● **Your task**
Please give the number of lines in the entries below that hold "Norbourne", with no other words.

══════════════════════════════

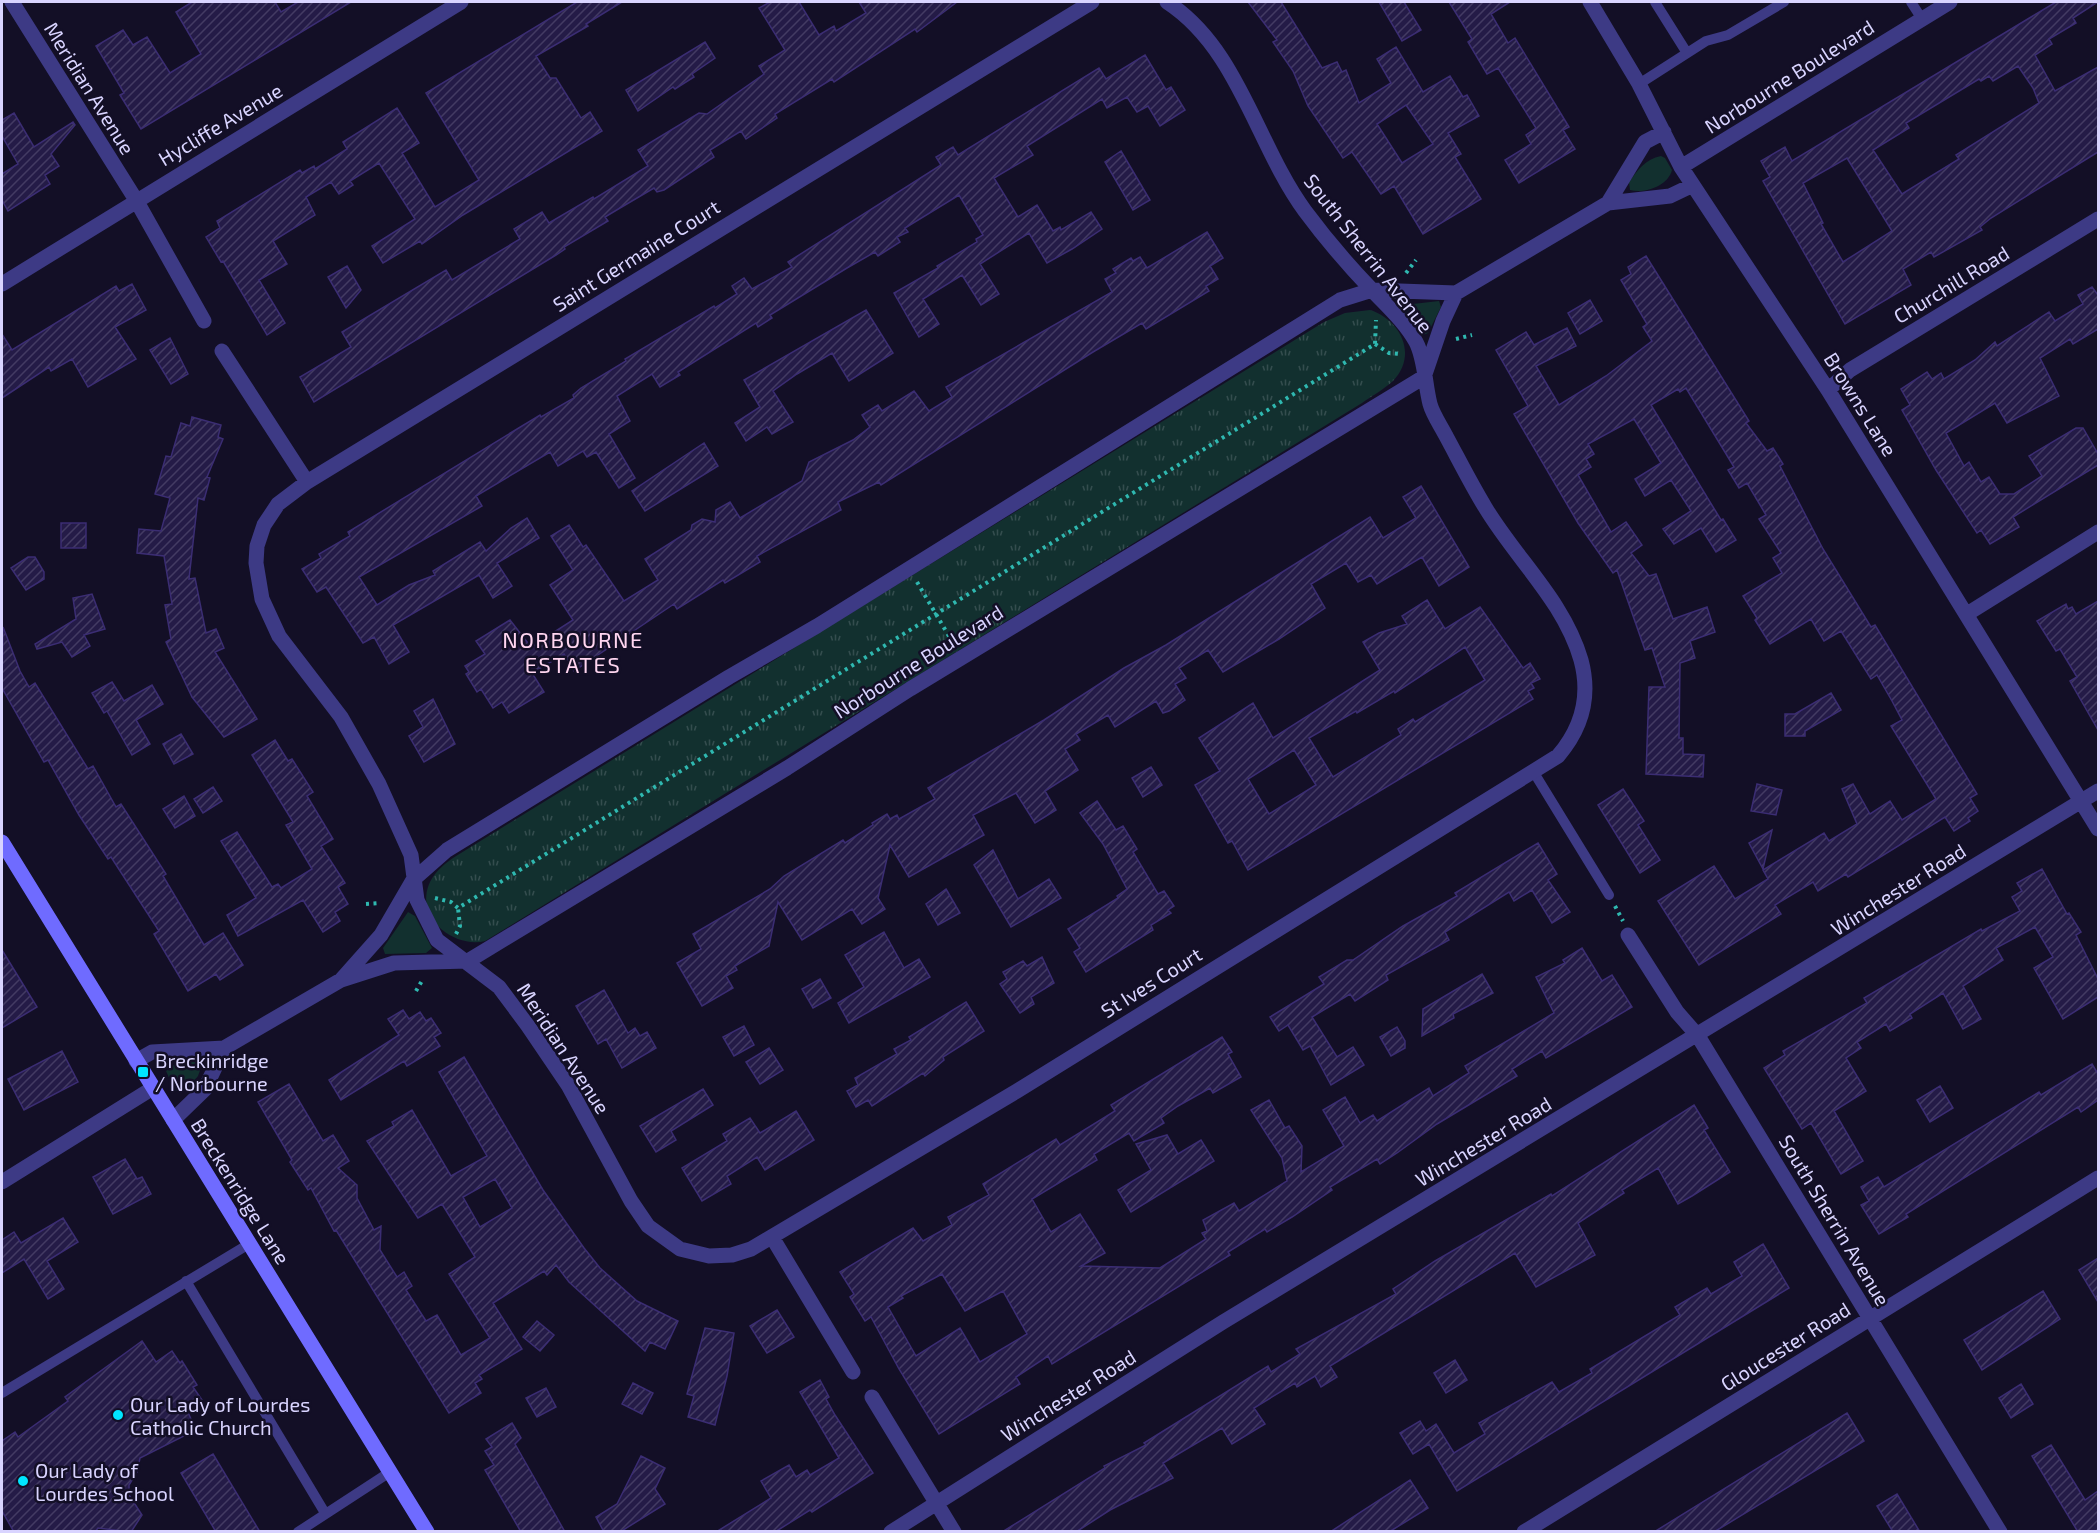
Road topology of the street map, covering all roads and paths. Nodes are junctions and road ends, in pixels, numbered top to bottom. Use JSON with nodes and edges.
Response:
{"nodes":[{"id":1,"x":12,"y":2,"type":"edge"},
{"id":2,"x":461,"y":2,"type":"edge"},
{"id":3,"x":1092,"y":2,"type":"edge"},
{"id":4,"x":1167,"y":2,"type":"edge"},
{"id":5,"x":1590,"y":2,"type":"edge"},
{"id":6,"x":1655,"y":2,"type":"edge"},
{"id":7,"x":1784,"y":2,"type":"edge"},
{"id":8,"x":1911,"y":2,"type":"edge"},
{"id":9,"x":1950,"y":2,"type":"edge"},
{"id":10,"x":1069,"y":7,"type":"edge"},
{"id":11,"x":1922,"y":19,"type":"junction"},
{"id":12,"x":1687,"y":53,"type":"junction"},
{"id":13,"x":1639,"y":84,"type":"junction"},
{"id":14,"x":1664,"y":132,"type":"junction"},
{"id":15,"x":1681,"y":167,"type":"junction"},
{"id":16,"x":1693,"y":185,"type":"junction"},
{"id":17,"x":136,"y":200,"type":"junction"},
{"id":18,"x":1608,"y":203,"type":"junction"},
{"id":19,"x":2098,"y":219,"type":"edge"},
{"id":20,"x":2,"y":284,"type":"edge"},
{"id":21,"x":1372,"y":290,"type":"junction"},
{"id":22,"x":1456,"y":293,"type":"junction"},
{"id":23,"x":1378,"y":314,"type":"dead end"},
{"id":24,"x":204,"y":321,"type":"dead end"},
{"id":25,"x":1375,"y":344,"type":"junction"},
{"id":26,"x":222,"y":351,"type":"dead end"},
{"id":27,"x":1404,"y":354,"type":"dead end"},
{"id":28,"x":1424,"y":377,"type":"junction"},
{"id":29,"x":1828,"y":390,"type":"junction"},
{"id":30,"x":307,"y":482,"type":"junction"},
{"id":31,"x":2098,"y":532,"type":"edge"},
{"id":32,"x":256,"y":563,"type":"joint"},
{"id":33,"x":909,"y":569,"type":"junction"},
{"id":34,"x":936,"y":614,"type":"junction"},
{"id":35,"x":1967,"y":614,"type":"junction"},
{"id":36,"x":962,"y":657,"type":"junction"},
{"id":37,"x":1584,"y":705,"type":"joint"},
{"id":38,"x":1533,"y":771,"type":"junction"},
{"id":39,"x":2098,"y":791,"type":"edge"},
{"id":40,"x":2081,"y":801,"type":"junction"},
{"id":41,"x":2098,"y":829,"type":"edge"},
{"id":42,"x":2,"y":842,"type":"edge"},
{"id":43,"x":413,"y":880,"type":"junction"},
{"id":44,"x":1609,"y":895,"type":"joint"},
{"id":45,"x":428,"y":898,"type":"dead end"},
{"id":46,"x":458,"y":908,"type":"junction"},
{"id":47,"x":1628,"y":935,"type":"joint"},
{"id":48,"x":455,"y":937,"type":"dead end"},
{"id":49,"x":468,"y":961,"type":"junction"},
{"id":50,"x":341,"y":980,"type":"junction"},
{"id":51,"x":1698,"y":1036,"type":"junction"},
{"id":52,"x":224,"y":1048,"type":"junction"},
{"id":53,"x":136,"y":1061,"type":"junction"},
{"id":54,"x":153,"y":1088,"type":"junction"},
{"id":55,"x":173,"y":1120,"type":"junction"},
{"id":56,"x":2098,"y":1178,"type":"edge"},
{"id":57,"x":2,"y":1182,"type":"edge"},
{"id":58,"x":772,"y":1237,"type":"junction"},
{"id":59,"x":249,"y":1244,"type":"junction"},
{"id":60,"x":709,"y":1256,"type":"joint"},
{"id":61,"x":186,"y":1281,"type":"junction"},
{"id":62,"x":1870,"y":1318,"type":"junction"},
{"id":63,"x":853,"y":1372,"type":"dead end"},
{"id":64,"x":2,"y":1394,"type":"edge"},
{"id":65,"x":872,"y":1397,"type":"dead end"},
{"id":66,"x":390,"y":1472,"type":"junction"},
{"id":67,"x":937,"y":1503,"type":"junction"},
{"id":68,"x":325,"y":1513,"type":"junction"},
{"id":69,"x":298,"y":1532,"type":"edge"},
{"id":70,"x":427,"y":1532,"type":"edge"},
{"id":71,"x":891,"y":1532,"type":"edge"},
{"id":72,"x":954,"y":1532,"type":"edge"},
{"id":73,"x":1524,"y":1532,"type":"edge"},
{"id":74,"x":2000,"y":1532,"type":"edge"}],
"edges":[{"from":1,"to":17,"type":"street","name":"Meridian Avenue"},
{"from":2,"to":17,"type":"street","name":"Hycliffe Avenue"},
{"from":3,"to":10,"type":"street"},
{"from":4,"to":21,"type":"street","name":"South Sherrin Avenue"},
{"from":5,"to":13,"type":"street","name":"Browns Lane"},
{"from":6,"to":12,"type":"lane"},
{"from":7,"to":12,"type":"lane"},
{"from":8,"to":11,"type":"lane"},
{"from":9,"to":11,"type":"street","name":"Norbourne Boulevard"},
{"from":10,"to":30,"type":"street","name":"Saint Germaine Court"},
{"from":11,"to":15,"type":"street","name":"Norbourne Boulevard"},
{"from":12,"to":13,"type":"lane"},
{"from":13,"to":14,"type":"street","name":"Browns Lane"},
{"from":14,"to":15,"type":"street","name":"Browns Lane"},
{"from":14,"to":18,"type":"street"},
{"from":15,"to":16,"type":"street","name":"Browns Lane"},
{"from":16,"to":18,"type":"street"},
{"from":16,"to":29,"type":"street","name":"Browns Lane"},
{"from":17,"to":20,"type":"street","name":"Hycliffe Avenue"},
{"from":17,"to":24,"type":"street","name":"Meridian Avenue"},
{"from":18,"to":22,"type":"street"},
{"from":19,"to":29,"type":"street","name":"Churchill Road"},
{"from":21,"to":22,"type":"street","name":"Norbourne Boulevard"},
{"from":21,"to":28,"type":"street","name":"South Sherrin Avenue"},
{"from":21,"to":33,"type":"street","name":"Norbourne Boulevard"},
{"from":22,"to":28,"type":"street"},
{"from":23,"to":25,"type":"path"},
{"from":25,"to":27,"type":"path"},
{"from":25,"to":34,"type":"path"},
{"from":26,"to":30,"type":"street"},
{"from":28,"to":36,"type":"street","name":"Norbourne Boulevard"},
{"from":28,"to":37,"type":"street","name":"South Sherrin Avenue"},
{"from":29,"to":35,"type":"street","name":"Browns Lane"},
{"from":30,"to":32,"type":"street","name":"Saint Germaine Court"},
{"from":31,"to":35,"type":"street"},
{"from":32,"to":43,"type":"street","name":"Meridian Avenue"},
{"from":33,"to":34,"type":"path"},
{"from":33,"to":43,"type":"street","name":"Norbourne Boulevard"},
{"from":34,"to":36,"type":"path"},
{"from":34,"to":46,"type":"path"},
{"from":35,"to":40,"type":"street","name":"Browns Lane"},
{"from":36,"to":49,"type":"street","name":"Norbourne Boulevard"},
{"from":37,"to":38,"type":"street","name":"St Ives Court"},
{"from":38,"to":44,"type":"lane"},
{"from":38,"to":58,"type":"street","name":"St Ives Court"},
{"from":39,"to":40,"type":"street","name":"Winchester Road"},
{"from":40,"to":41,"type":"street","name":"Browns Lane"},
{"from":40,"to":51,"type":"street","name":"Winchester Road"},
{"from":42,"to":53,"type":"main road","name":"Breckenridge Lane"},
{"from":43,"to":49,"type":"street","name":"Meridian Avenue"},
{"from":43,"to":50,"type":"street","name":"Norbourne Boulevard"},
{"from":44,"to":47,"type":"path"},
{"from":45,"to":46,"type":"path"},
{"from":46,"to":48,"type":"path"},
{"from":47,"to":51,"type":"street","name":"South Sherrin Avenue"},
{"from":49,"to":50,"type":"street","name":"Norbourne Boulevard"},
{"from":49,"to":60,"type":"street","name":"Meridian Avenue"},
{"from":50,"to":52,"type":"street","name":"Norbourne Boulevard"},
{"from":51,"to":62,"type":"street","name":"South Sherrin Avenue"},
{"from":51,"to":67,"type":"street","name":"Winchester Road"},
{"from":52,"to":53,"type":"street","name":"Norbourne Boulevard"},
{"from":52,"to":55,"type":"street"},
{"from":53,"to":54,"type":"main road","name":"Breckenridge Lane"},
{"from":54,"to":55,"type":"main road","name":"Breckenridge Lane"},
{"from":54,"to":57,"type":"street"},
{"from":55,"to":59,"type":"main road","name":"Breckenridge Lane"},
{"from":56,"to":62,"type":"street","name":"Gloucester Road"},
{"from":58,"to":60,"type":"street","name":"St Ives Court"},
{"from":58,"to":63,"type":"street"},
{"from":59,"to":61,"type":"lane"},
{"from":59,"to":66,"type":"main road","name":"Breckenridge Lane"},
{"from":61,"to":64,"type":"lane"},
{"from":61,"to":68,"type":"lane"},
{"from":62,"to":73,"type":"street","name":"Gloucester Road"},
{"from":62,"to":74,"type":"street","name":"South Sherrin Avenue"},
{"from":65,"to":67,"type":"street"},
{"from":66,"to":68,"type":"lane"},
{"from":66,"to":70,"type":"main road","name":"Breckenridge Lane"},
{"from":67,"to":71,"type":"street","name":"Winchester Road"},
{"from":67,"to":72,"type":"street"},
{"from":68,"to":69,"type":"lane"}]}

══════════════════════════════

● **Answer space**
11